WHAT YOU HAVE TO DO
Find the lines in the records that carry the word "Perry". Copy each one.

Dataset entries
# # # # #

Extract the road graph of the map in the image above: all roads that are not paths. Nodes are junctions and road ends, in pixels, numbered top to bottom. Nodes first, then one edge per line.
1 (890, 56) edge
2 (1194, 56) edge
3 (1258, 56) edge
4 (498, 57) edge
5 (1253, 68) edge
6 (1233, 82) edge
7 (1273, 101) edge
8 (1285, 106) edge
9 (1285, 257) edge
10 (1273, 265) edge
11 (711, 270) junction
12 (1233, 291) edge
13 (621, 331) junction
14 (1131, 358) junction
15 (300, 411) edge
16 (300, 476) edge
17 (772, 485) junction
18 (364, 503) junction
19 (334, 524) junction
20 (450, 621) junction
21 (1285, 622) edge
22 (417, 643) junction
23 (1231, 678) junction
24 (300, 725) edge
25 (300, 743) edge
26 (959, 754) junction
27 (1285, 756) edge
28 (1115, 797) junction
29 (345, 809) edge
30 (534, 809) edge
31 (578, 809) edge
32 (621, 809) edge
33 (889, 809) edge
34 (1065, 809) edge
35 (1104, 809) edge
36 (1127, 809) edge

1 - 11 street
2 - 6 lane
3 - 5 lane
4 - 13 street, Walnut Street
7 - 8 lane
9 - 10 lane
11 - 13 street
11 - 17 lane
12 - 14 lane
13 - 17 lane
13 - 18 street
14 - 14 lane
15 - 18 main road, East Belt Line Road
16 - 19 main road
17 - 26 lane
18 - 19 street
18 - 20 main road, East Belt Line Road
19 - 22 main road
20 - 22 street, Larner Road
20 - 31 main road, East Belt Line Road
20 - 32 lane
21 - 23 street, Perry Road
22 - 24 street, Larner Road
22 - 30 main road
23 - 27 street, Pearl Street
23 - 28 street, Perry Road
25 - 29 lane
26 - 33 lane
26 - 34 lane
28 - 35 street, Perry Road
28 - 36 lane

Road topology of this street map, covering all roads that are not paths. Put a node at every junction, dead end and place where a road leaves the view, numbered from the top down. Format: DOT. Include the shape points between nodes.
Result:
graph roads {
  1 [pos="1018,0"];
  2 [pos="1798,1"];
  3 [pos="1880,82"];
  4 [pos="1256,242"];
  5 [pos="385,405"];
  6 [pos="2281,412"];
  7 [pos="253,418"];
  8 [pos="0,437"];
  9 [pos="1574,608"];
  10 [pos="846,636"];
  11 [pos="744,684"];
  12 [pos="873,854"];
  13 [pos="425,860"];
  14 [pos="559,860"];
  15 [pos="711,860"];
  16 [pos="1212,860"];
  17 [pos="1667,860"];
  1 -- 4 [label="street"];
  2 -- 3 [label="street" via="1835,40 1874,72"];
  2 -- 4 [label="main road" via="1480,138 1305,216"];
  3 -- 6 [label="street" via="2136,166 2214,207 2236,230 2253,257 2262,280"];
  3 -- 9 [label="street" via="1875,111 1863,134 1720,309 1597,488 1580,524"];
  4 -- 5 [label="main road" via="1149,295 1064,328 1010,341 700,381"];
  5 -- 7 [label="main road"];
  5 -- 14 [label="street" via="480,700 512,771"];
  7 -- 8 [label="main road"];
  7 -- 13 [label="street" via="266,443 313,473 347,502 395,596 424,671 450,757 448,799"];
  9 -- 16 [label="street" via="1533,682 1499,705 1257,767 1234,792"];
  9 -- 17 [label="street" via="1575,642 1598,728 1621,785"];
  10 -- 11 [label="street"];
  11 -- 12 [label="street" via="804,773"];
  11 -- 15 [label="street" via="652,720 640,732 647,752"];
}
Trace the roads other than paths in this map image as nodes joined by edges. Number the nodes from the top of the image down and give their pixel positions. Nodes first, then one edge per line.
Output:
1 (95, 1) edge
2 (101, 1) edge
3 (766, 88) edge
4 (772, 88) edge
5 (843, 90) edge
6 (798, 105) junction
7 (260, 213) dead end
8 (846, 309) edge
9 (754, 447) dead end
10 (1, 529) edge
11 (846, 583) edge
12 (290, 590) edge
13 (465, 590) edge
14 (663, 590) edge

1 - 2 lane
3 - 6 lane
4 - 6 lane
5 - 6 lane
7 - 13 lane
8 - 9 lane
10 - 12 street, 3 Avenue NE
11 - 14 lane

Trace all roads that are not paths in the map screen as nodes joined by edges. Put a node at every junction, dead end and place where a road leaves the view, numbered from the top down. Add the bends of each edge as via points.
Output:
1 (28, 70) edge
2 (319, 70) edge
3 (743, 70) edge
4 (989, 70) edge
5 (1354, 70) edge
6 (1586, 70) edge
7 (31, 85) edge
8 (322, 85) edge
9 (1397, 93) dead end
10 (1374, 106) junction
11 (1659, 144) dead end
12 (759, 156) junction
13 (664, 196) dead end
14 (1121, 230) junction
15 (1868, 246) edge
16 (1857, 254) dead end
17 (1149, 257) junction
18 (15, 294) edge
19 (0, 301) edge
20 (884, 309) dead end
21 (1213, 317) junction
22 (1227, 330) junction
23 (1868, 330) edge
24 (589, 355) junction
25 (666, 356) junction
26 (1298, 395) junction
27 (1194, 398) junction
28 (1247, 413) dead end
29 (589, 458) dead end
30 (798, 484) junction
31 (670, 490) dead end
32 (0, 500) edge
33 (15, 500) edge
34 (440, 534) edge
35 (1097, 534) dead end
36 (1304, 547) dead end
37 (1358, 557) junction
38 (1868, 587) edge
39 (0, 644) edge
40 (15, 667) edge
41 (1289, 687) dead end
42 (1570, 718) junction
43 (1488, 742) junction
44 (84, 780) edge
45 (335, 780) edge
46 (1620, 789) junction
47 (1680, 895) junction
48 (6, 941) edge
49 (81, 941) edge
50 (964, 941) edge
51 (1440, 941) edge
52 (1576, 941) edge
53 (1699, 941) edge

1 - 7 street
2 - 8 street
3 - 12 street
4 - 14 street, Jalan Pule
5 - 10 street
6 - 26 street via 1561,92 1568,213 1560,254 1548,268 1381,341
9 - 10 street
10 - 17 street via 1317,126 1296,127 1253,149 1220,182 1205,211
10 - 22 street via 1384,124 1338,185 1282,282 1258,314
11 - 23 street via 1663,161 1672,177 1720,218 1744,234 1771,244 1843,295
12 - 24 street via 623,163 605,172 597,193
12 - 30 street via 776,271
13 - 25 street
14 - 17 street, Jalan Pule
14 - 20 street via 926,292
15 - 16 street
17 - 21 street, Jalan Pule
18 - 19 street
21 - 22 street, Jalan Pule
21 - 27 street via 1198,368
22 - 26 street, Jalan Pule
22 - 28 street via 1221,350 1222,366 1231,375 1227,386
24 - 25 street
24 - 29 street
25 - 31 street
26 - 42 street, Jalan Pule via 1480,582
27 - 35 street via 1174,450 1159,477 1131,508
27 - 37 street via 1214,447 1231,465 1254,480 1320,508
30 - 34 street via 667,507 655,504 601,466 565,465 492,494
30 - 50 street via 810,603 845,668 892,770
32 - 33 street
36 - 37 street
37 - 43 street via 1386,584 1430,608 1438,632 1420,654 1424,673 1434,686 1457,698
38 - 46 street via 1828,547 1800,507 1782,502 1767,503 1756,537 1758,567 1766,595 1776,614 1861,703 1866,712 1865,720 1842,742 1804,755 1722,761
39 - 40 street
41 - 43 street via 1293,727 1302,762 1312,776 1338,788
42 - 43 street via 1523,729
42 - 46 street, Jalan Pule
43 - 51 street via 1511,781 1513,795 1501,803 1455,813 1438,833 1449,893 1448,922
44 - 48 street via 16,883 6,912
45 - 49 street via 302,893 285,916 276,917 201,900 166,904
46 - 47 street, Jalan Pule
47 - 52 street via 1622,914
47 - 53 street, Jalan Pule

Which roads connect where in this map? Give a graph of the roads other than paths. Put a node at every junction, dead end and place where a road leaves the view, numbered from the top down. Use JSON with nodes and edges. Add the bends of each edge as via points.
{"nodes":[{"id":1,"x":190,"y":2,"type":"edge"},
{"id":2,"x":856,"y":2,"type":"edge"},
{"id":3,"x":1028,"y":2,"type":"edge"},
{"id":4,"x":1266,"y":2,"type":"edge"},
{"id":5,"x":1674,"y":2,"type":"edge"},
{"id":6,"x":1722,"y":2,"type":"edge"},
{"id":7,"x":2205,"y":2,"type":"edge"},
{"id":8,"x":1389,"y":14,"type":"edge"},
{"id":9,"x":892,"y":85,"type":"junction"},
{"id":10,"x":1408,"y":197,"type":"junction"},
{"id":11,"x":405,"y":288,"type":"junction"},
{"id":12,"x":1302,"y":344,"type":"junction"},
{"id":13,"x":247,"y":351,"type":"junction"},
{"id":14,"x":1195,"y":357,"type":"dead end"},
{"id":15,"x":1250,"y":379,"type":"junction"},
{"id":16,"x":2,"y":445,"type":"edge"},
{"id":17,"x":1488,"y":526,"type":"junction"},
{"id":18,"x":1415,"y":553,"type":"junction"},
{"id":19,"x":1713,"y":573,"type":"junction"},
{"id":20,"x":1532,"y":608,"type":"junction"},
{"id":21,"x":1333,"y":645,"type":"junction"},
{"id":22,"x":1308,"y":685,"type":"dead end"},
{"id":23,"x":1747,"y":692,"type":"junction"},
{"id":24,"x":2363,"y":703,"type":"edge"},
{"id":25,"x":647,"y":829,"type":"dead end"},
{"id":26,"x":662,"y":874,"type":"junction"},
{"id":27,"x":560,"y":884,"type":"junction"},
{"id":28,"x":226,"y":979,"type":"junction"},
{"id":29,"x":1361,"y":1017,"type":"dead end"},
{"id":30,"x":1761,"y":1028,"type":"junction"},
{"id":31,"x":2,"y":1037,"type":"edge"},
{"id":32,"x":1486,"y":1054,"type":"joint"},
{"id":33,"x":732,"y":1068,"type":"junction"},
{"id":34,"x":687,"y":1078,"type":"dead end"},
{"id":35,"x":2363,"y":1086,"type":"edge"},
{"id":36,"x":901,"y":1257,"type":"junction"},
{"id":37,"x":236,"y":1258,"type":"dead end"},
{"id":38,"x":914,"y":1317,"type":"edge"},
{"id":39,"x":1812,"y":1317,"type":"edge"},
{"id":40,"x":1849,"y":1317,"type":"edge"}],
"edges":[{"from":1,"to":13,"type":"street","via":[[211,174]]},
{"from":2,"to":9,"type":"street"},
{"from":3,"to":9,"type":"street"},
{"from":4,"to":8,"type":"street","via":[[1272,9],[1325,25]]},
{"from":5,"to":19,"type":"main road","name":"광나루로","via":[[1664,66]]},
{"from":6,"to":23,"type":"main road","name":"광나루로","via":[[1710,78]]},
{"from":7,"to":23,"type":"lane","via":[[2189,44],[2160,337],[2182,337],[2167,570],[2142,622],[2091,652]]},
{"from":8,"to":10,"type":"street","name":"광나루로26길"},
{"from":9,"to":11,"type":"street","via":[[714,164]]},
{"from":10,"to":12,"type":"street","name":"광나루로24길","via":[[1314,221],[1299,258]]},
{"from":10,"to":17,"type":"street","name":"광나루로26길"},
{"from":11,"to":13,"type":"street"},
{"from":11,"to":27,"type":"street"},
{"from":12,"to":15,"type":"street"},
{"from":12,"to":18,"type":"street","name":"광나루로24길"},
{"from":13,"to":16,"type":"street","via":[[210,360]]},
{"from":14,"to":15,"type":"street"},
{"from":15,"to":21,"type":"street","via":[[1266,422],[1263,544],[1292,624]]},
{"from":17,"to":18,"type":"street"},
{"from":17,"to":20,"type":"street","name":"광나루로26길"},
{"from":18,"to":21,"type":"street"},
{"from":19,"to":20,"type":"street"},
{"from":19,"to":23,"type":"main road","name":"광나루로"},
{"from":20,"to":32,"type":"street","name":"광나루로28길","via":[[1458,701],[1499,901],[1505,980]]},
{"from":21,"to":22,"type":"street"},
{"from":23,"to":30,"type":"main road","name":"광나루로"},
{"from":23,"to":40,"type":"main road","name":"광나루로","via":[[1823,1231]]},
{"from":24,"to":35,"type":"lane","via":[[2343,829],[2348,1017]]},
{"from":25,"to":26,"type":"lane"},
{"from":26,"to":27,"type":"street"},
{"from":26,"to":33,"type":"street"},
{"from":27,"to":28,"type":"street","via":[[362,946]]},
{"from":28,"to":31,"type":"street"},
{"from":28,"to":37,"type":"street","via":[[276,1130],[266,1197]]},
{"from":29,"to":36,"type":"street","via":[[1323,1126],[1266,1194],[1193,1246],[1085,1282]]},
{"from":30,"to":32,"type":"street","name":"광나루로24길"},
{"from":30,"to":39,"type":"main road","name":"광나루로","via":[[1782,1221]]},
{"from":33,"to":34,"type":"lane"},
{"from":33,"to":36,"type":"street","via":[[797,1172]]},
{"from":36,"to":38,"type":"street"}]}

# # # # #

SOLVED PROBLEM
21 - 23 street, Perry Road
23 - 28 street, Perry Road
28 - 35 street, Perry Road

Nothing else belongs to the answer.